Aynı şekilde yandaş tetikçi medya da Amerika’ya karşı suspus olmuş durumda.

Belli ki saraydan bu yönde talimat gelmiş.

Bu nedenle yapılan hakaretlere rağmen kıllarını bile kıpırdatmıyorlar.

Bugünkü gazeteleri ve televizyon yayınlarını çok merak ediyorum.

Trump, dün itibarıyla Türkiye’ye yönelik yaptırımları içeren Beyaz Saray kararnamesini imzaladı.

Bu kararname ile üç bakan, Milli Savunma, İçişleri ve Adalet bakanlarına yönelik yaptırımlar uygulanacak.

Bu bakanların varsa Amerika’daki mal varlıkları dondurulacak. İleriki tarihlerde Amerika’ya girmelerine de izin verilmeyebilecek.

AKP iktidarının çok bel bağladığı, “100 milyar dolarlık ticaret hacmi görüşmeleri” askıya alınacak.

İktidar ve yandaşları bu kararnameye rağmen hâlâ sessiz mi kalacaklar bilmiyorum.

Sanıyorum her şeye rağmen Amerika’dan bir medet umuluyor.

Çünkü Türkiye giderek daha büyük bir açmazın içine giriyor, sonuçta belki de bu girdaptan Amerika sayesinde çıkacaklarına inanıyorlardır.

Nitekim Trump’ın, kararnameyi imzaladığı sırada Erdoğan’ın Wall Street Journal’da yazdığı yazı ile dünyaya çağrı yapması bu ihtimali güçlendiriyor.

İktidar, çaresiz Amerika’nın ipine sarılıyor.

Oysa artık ok yaydan çıktı.

İlk günden beri Türkiye’nin bir tuzağa çekilmekte olduğunu anlatmaya çalışıyorum.

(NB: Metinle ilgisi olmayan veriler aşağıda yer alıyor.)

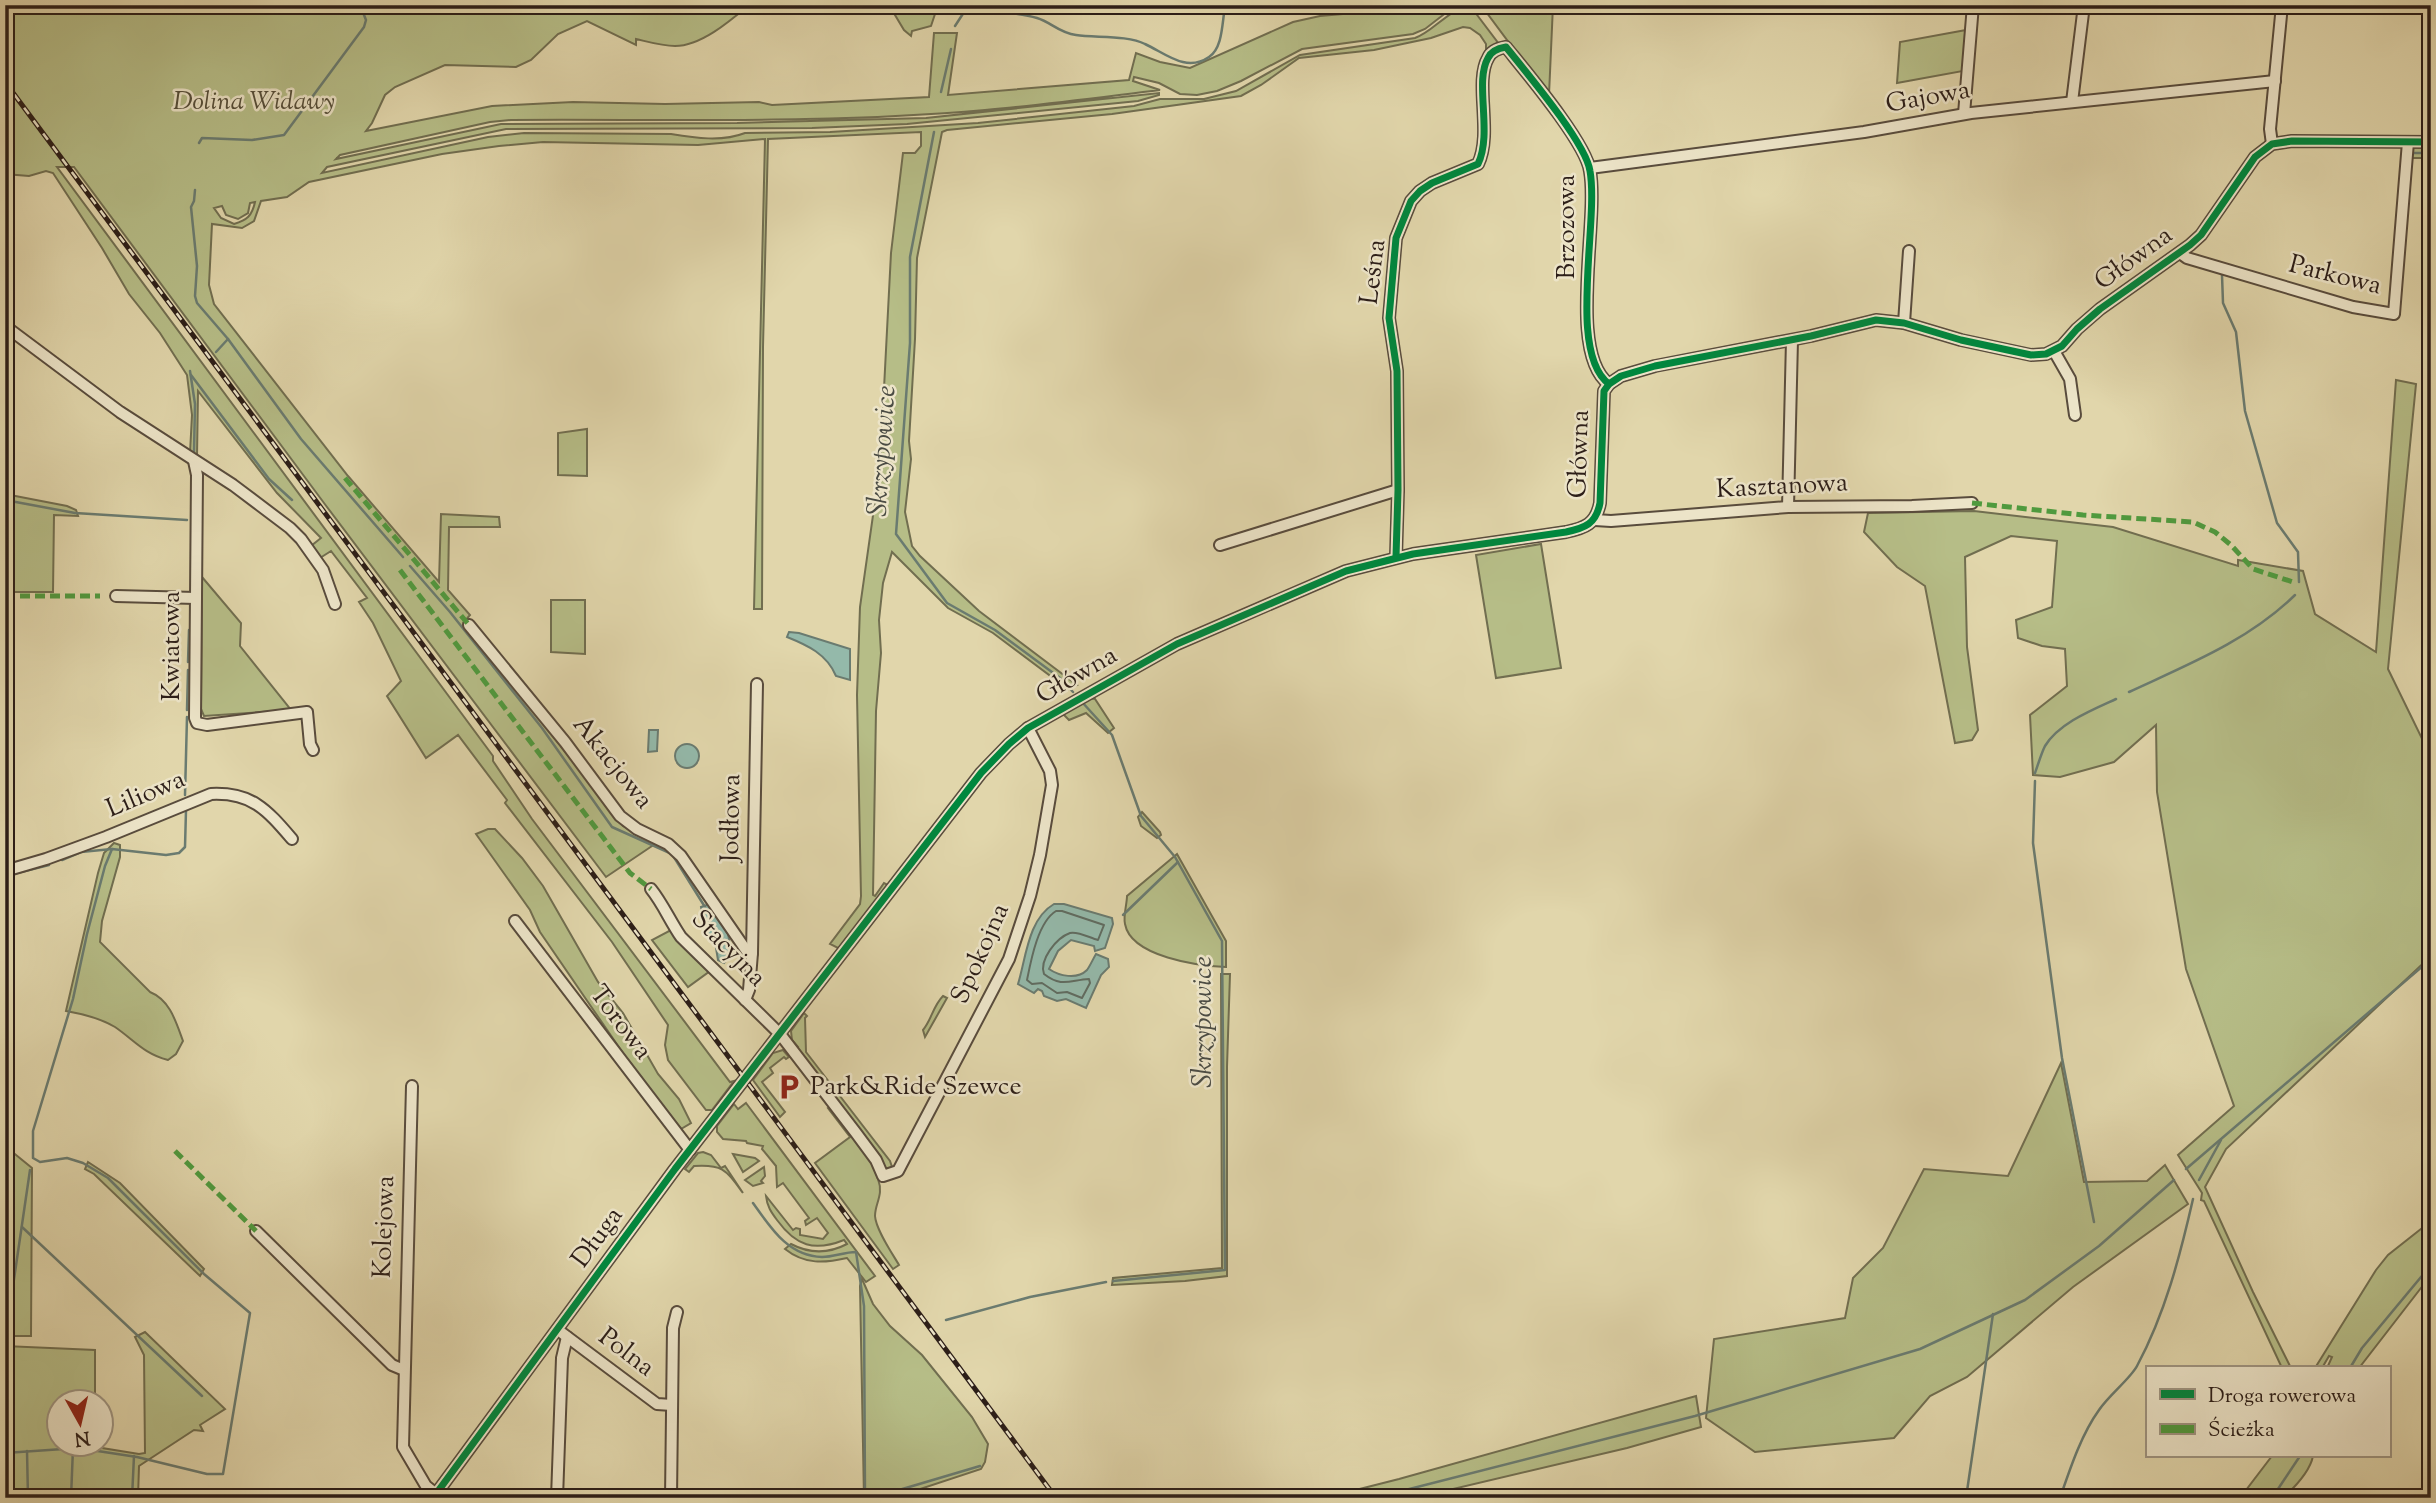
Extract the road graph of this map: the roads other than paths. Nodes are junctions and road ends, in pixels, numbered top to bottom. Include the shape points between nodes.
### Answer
1 (1973, 5) edge
2 (2084, 5) edge
3 (2282, 5) edge
4 (1506, 47) joint
5 (2275, 81) junction
6 (2072, 102) junction
7 (1964, 114) junction
8 (2408, 142) junction
9 (2431, 142) edge
10 (2272, 144) junction
11 (1590, 168) junction
12 (1909, 251) dead end
13 (2180, 253) junction
14 (1904, 323) junction
15 (5, 326) edge
16 (1792, 340) junction
17 (2054, 351) junction
18 (1609, 384) junction
19 (2075, 415) dead end
20 (194, 461) junction
21 (1398, 490) junction
22 (1972, 503) dead end
23 (1788, 507) junction
24 (1595, 520) junction
25 (1220, 545) dead end
26 (1395, 557) junction
27 (116, 596) dead end
28 (196, 598) junction
29 (335, 604) dead end
30 (469, 625) dead end
31 (757, 684) dead end
32 (1028, 728) junction
33 (313, 750) dead end
34 (292, 839) dead end
35 (5, 871) edge
36 (651, 889) dead end
37 (514, 921) dead end
38 (752, 953) junction
39 (745, 1000) junction
40 (802, 1007) joint
41 (780, 1034) junction
42 (412, 1086) dead end
43 (690, 1150) junction
44 (883, 1176) joint
45 (256, 1231) dead end
46 (677, 1311) dead end
47 (557, 1329) junction
48 (567, 1337) junction
49 (404, 1370) junction
50 (672, 1405) junction
51 (435, 1496) edge
52 (557, 1498) edge
53 (671, 1498) edge

1 - 7 street
2 - 6 street
3 - 5 street
4 - 11 street, Brzozowa via 1573,136
4 - 21 street, Leśna via 1488,57 1484,71 1485,145 1478,164 1420,191 1396,238 1389,318 1397,371
5 - 6 street, Gajowa
5 - 10 street
6 - 7 street, Gajowa
7 - 11 street, Gajowa via 1864,132
8 - 9 street
8 - 10 street
8 - 13 street, Parkowa via 2394,314 2353,307
10 - 13 street, Główna via 2255,157 2201,235
11 - 18 street, Brzozowa via 1588,339 1597,372
12 - 14 street
13 - 17 street, Główna via 2088,318
14 - 16 street, Główna via 1877,320
14 - 17 street, Główna via 2031,355
15 - 20 street
16 - 18 street, Główna via 1655,366
16 - 23 street
17 - 19 street via 2070,379
18 - 24 street, Główna via 1602,405 1600,503
20 - 28 street, Kwiatowa
20 - 29 street via 264,507 301,539 323,570
21 - 25 street
21 - 26 street, Leśna
22 - 23 street, Kasztanowa
23 - 24 street, Kasztanowa
24 - 26 street, Główna via 1566,532
26 - 32 street, Główna via 1326,578 1205,630
27 - 28 street
28 - 33 street, Kwiatowa via 197,723 307,712
30 - 38 street, Akacjowa via 620,816 681,856
31 - 38 street, Jodłowa
32 - 40 street, Główna via 982,773
32 - 44 street, Spokojna via 1050,771 1052,785 1026,911 988,1001 898,1171
34 - 35 street, Liliowa via 257,803 226,793 211,794 85,845
36 - 39 street, Stacyjna via 681,937
37 - 43 street, Torowa
38 - 39 street, Jodłowa
39 - 41 street, Stacyjna
40 - 41 street, Długa
41 - 43 street, Długa
41 - 44 street, Stacyjna via 876,1160
42 - 49 street, Kolejowa
43 - 47 street, Długa
45 - 49 street via 392,1365
46 - 50 street, Polna
47 - 48 street, Polna
47 - 51 street, Długa
48 - 50 street, Polna via 657,1404
48 - 52 street via 562,1358
49 - 51 street, Kolejowa via 402,1447
50 - 53 street, Polna

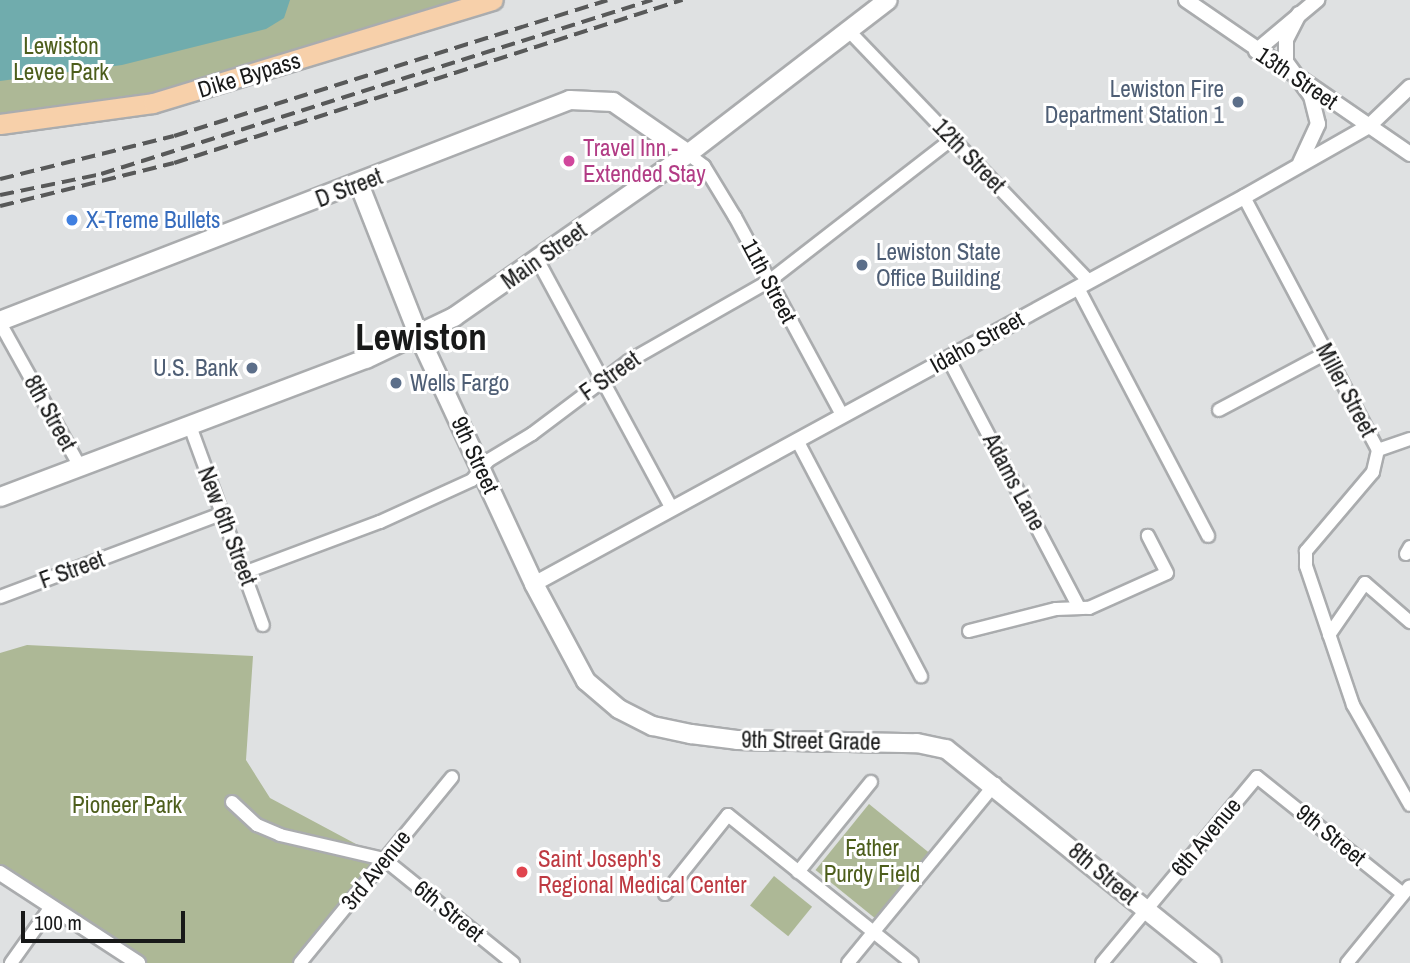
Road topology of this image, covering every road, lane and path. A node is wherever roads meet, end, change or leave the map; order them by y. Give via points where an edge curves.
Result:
1 (493, 0) edge
2 (888, 0) edge
3 (1186, 0) edge
4 (1317, 0) edge
5 (1299, 15) junction
6 (848, 30) junction
7 (1256, 51) junction
8 (1291, 74) junction
9 (1410, 87) edge
10 (0, 124) edge
11 (1369, 126) junction
12 (659, 135) junction
13 (710, 136) junction
14 (953, 139) junction
15 (688, 154) junction
16 (1410, 154) edge
17 (1297, 167) junction
18 (359, 184) junction
19 (1244, 197) junction
20 (626, 198) junction
21 (538, 261) junction
22 (769, 281) junction
23 (1083, 284) junction
24 (0, 322) edge
25 (419, 336) junction
26 (1326, 353) junction
27 (948, 358) junction
28 (601, 380) junction
29 (1219, 410) dead end
30 (842, 415) junction
31 (190, 426) junction
32 (1410, 439) edge
33 (797, 440) junction
34 (1378, 450) junction
35 (80, 467) junction
36 (482, 468) junction
37 (1, 494) edge
38 (672, 509) junction
39 (223, 513) junction
40 (1148, 536) dead end
41 (1208, 536) dead end
42 (246, 572) junction
43 (534, 584) junction
44 (0, 597) edge
45 (1078, 606) junction
46 (1410, 622) edge
47 (263, 625) dead end
48 (969, 631) dead end
49 (1329, 635) junction
50 (921, 676) dead end
51 (620, 709) joint
52 (1258, 776) joint
53 (452, 777) dead end
54 (872, 782) dead end
55 (995, 784) junction
56 (232, 802) dead end
57 (1410, 805) edge
58 (384, 859) junction
59 (798, 872) junction
60 (0, 873) edge
61 (1407, 890) edge
62 (665, 894) dead end
63 (51, 906) junction
64 (1146, 909) junction
65 (874, 932) junction
66 (11, 963) edge
67 (138, 963) edge
68 (300, 963) edge
69 (513, 963) edge
70 (848, 963) edge
71 (912, 963) edge
72 (1102, 963) edge
73 (1212, 963) edge
74 (1347, 963) edge

1 - 10 highway, Dike Bypass via 153,103
2 - 6 main road, Main Street
3 - 7 street, 13th Street
4 - 5 street
5 - 7 street
5 - 8 street via 1284,46
6 - 13 main road, Main Street
6 - 14 street, 12th Street
7 - 8 street, 13th Street
8 - 11 street, 13th Street
8 - 17 street via 1311,96 1318,124 1315,139
9 - 11 street, Idaho Street
11 - 16 street, 13th Street
11 - 17 street, Idaho Street
12 - 13 main road
12 - 15 main road, D Street
12 - 18 main road, D Street via 613,102 570,100
12 - 20 main road via 660,160
13 - 15 main road, Main Street
14 - 22 street, F Street
14 - 23 street, 12th Street
15 - 20 main road, Main Street
15 - 22 street, 11th Street via 704,166
17 - 19 street, Idaho Street
18 - 24 main road, D Street
18 - 25 main road, 9th Street
19 - 23 street, Idaho Street
19 - 26 street, Miller Street
20 - 21 main road, Main Street
21 - 25 main road, Main Street
21 - 28 street
22 - 28 street, F Street
22 - 30 street, 11th Street
23 - 27 street, Idaho Street
23 - 41 street, 12th Street
24 - 35 street, 8th Street
25 - 31 main road, Main Street
25 - 36 main road, 9th Street
26 - 29 street
26 - 34 street, Miller Street
27 - 30 street, Idaho Street
27 - 45 street, Adams Lane
28 - 36 street, F Street
28 - 38 street
30 - 33 street, Idaho Street
31 - 35 main road, Main Street
31 - 39 street, New 6th Street
32 - 34 street
33 - 38 street, Idaho Street
33 - 50 street
34 - 49 street, Miller Street via 1373,472 1306,551
35 - 37 main road, Main Street
36 - 42 street, F Street via 471,481 429,502
36 - 43 main road, 9th Street
38 - 43 street, Idaho Street
39 - 42 street, New 6th Street
39 - 44 street, F Street
40 - 45 street via 1167,573 1099,605
42 - 47 street, New 6th Street
43 - 51 main road, 9th Street via 586,681
45 - 48 street
46 - 49 street via 1365,583
49 - 57 street, Miller Street via 1353,705
51 - 55 main road, 9th Street Grade via 653,726 737,740 933,745 964,760
52 - 61 street, 9th Street
52 - 64 street, 6th Avenue
53 - 58 street, 3rd Avenue
54 - 59 street
55 - 64 main road, 8th Street
55 - 65 street
56 - 58 street via 257,825 280,835
58 - 68 street, 3rd Avenue
58 - 69 street, 6th Street
59 - 62 street via 728,815
59 - 65 street
60 - 63 street
61 - 74 street
63 - 66 street
63 - 67 street
64 - 72 street, 6th Avenue
64 - 73 main road, 8th Street
65 - 70 street
65 - 71 street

Ama iktidar ve yandaşları, yanlarına ne yazık ki muhalefeti de alarak kaba bir milliyetçilik oyunu oynamaya başladı.

Peki nereye kadar?

Erdoğan, 13 Kasım’da Amerika’ya davetli.

Beyaz Saray kararnamesinin yayınlanmasından sonra bu gezinin mutlaka iptal edilmesi gerek.

Eğer bu iktidar gerçekten dik duruyorsa, kimseden korkusu yoksa, kimseden medet ummuyorsa; Erdoğan, Amerika’ya gitmekten vazgeçmeli. Eğer çok gerekiyorsa Trump’a “Söyleyecek bir şeyin varsa sen gel, bizim davetlimiz ol” denilmeli.

Saraya yakın bazı kaynaklarımdan edindiğim bilgiye göre, konu sarayda tartışılmaya başlanmış.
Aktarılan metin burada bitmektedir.